Stored items:
********
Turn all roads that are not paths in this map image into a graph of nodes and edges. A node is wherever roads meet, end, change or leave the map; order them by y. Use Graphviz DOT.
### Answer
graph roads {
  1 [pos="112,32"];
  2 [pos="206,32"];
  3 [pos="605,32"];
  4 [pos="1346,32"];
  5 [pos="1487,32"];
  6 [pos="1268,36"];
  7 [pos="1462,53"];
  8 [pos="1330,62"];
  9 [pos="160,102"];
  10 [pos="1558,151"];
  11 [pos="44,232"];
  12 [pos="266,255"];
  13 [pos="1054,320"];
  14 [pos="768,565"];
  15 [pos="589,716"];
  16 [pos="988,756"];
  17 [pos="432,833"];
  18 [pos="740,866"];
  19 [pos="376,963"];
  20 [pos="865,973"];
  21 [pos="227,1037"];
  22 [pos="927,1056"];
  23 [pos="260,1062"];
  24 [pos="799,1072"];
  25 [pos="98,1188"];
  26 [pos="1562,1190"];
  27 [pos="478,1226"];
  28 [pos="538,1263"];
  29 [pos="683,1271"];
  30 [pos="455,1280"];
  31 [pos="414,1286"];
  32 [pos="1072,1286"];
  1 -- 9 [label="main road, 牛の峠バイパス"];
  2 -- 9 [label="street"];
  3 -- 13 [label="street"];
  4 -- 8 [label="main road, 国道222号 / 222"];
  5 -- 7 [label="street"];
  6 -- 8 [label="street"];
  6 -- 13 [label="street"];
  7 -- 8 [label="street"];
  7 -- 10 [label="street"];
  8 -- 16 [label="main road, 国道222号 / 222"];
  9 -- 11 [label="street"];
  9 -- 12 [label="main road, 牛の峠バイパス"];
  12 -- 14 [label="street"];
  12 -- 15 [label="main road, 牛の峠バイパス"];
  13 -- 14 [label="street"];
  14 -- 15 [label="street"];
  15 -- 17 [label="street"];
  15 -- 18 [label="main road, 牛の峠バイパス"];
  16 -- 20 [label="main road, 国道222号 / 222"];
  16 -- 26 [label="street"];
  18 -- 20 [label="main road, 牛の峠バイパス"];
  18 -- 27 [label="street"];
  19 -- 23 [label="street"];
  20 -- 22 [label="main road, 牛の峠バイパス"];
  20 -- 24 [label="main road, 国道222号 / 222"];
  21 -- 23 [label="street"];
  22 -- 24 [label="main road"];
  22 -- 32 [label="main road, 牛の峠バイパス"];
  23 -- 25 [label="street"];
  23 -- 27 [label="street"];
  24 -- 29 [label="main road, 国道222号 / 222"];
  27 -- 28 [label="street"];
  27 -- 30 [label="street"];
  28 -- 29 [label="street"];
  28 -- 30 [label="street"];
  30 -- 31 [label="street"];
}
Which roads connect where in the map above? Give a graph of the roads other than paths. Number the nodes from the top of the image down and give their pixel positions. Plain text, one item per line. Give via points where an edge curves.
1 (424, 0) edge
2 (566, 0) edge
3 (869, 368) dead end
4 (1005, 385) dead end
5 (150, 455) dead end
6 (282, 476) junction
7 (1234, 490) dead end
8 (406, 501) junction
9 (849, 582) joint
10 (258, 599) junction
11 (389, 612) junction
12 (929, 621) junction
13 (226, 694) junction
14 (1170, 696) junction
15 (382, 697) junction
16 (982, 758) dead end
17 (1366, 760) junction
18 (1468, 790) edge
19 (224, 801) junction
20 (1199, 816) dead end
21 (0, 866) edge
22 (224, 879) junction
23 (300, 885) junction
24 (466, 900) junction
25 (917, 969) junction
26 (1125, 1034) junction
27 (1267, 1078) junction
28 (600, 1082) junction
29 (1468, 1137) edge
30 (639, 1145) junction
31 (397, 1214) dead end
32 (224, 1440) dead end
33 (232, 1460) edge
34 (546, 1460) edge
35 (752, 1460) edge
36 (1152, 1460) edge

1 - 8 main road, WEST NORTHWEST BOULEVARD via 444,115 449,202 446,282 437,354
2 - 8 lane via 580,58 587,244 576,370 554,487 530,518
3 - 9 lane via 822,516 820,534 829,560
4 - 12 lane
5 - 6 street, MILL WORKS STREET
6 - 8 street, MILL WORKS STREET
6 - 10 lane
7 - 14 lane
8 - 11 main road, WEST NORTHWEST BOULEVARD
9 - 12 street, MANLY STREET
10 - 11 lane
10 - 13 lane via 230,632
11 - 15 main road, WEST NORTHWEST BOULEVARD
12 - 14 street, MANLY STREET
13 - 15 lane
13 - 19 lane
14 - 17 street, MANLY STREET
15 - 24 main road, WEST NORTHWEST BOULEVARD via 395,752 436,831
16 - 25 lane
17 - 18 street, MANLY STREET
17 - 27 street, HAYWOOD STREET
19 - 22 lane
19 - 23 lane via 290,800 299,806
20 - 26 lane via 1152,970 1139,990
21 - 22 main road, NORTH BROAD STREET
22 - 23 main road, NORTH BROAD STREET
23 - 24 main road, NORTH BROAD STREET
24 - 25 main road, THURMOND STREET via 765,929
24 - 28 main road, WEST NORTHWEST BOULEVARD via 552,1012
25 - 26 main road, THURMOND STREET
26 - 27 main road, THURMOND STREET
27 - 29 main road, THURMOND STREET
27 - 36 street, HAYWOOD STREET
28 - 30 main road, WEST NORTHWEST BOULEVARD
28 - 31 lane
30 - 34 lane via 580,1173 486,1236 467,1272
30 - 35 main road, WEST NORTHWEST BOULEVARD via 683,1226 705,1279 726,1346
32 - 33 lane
********
Scan the records above. Return every line with "THURMOND" in it.

24 - 25 main road, THURMOND STREET via 765,929
25 - 26 main road, THURMOND STREET
26 - 27 main road, THURMOND STREET
27 - 29 main road, THURMOND STREET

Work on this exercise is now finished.